Efforts to reduce human exposure to birds, livestock, and other mammals infected with or potentially infected with avian and other animal influenza viruses should be implemented and enhanced to minimize the risk of zoonotic infections. Individuals with activities that involve exposure to infected animals and/or contaminated environments are at higher risk and should take necessary precautions to prevent infection.{66}
Those who are exposed to potentially infected animals should have access to, be trained in their use under different environmental conditions, and wear personal protective equipment including eye protection.{67} If they develop respiratory symptoms or conjunctivitis, they should be rapidly tested, and precautionary infection control measures should be put in place to prevent potential further spread among humans and to animals.
For detailed guidance on treatment, refer to relevant global and national guidance.{68}
Some manufacturers have initiated production of an A(H5) human vaccine that matches current circulating strains. Although a few countries are procuring vaccine to vaccinate occupationally exposed persons, this is not currently being recommended as a global strategy considering the limited number of human infections with A(H5N1) 2.3.4.4b viruses.

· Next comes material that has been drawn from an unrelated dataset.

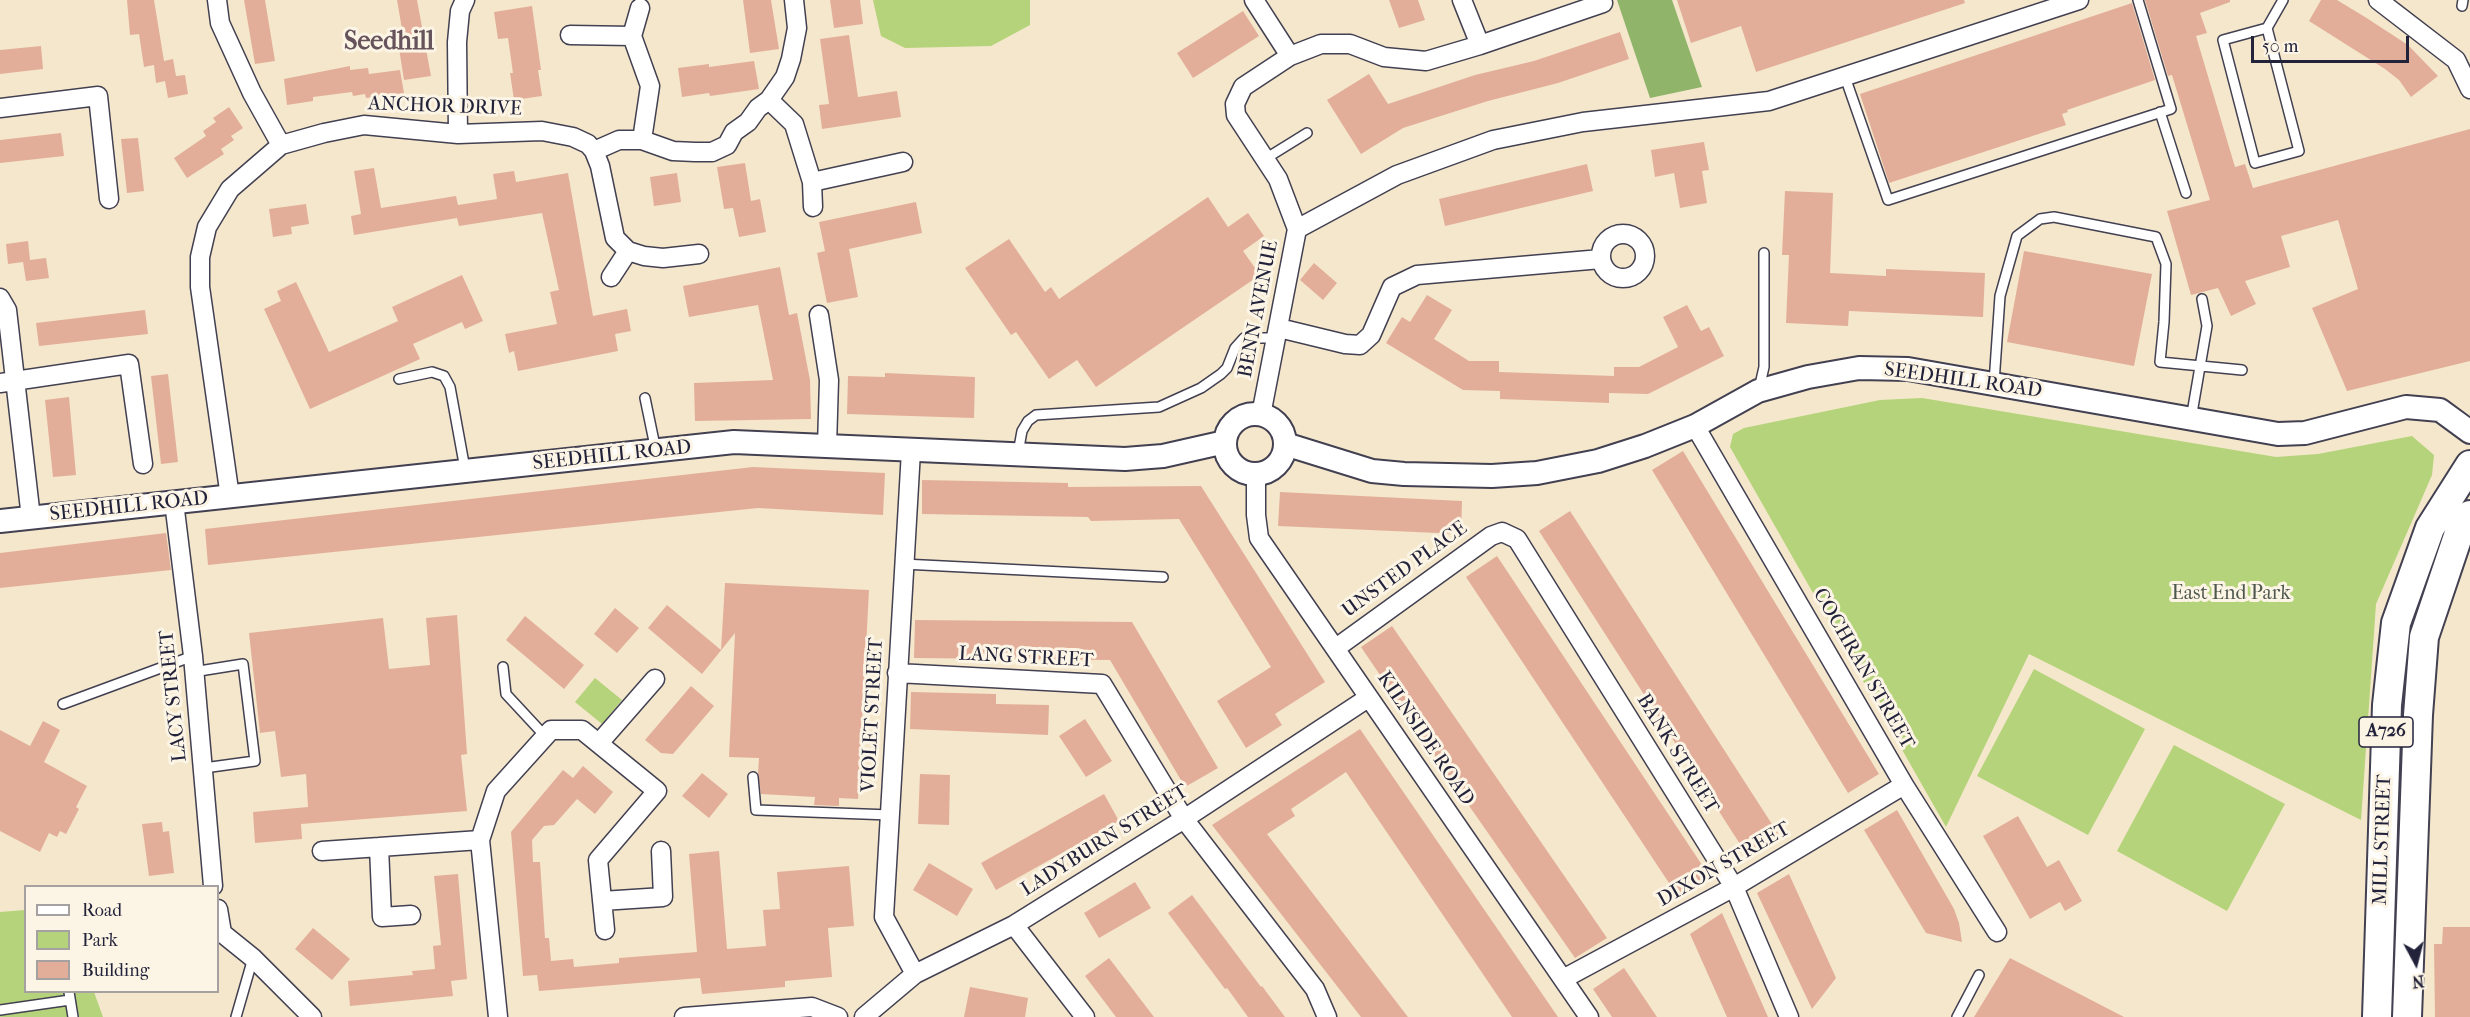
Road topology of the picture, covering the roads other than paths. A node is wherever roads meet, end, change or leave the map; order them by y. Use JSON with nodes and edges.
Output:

Investigations are ongoing to understand the risk to humans from consuming raw/unpasteurized milk contaminated with A(H5N1) virus. FAO, WHO and WOAH advise consuming pasteurized milk. Due to the potential health risks from many dangerous zoonotic pathogens, raw/unpasteurized milk consumption should be avoided.{69}
If pasteurized milk is not available, heating raw milk until it boils makes it safer for consumption.{70}
More information will be available as investigations are actively ongoing in the USA and elsewhere. WHO and GISRS, jointly with FAO, WOAH and OFFLU are working closely together to continuously assess the avian influenza situation. This includes increased surveillance and testing to monitor the evolution and geographic spread of avian influenza viruses, including A(H5N1) viruses, to provide timely and updated joint risk assessments.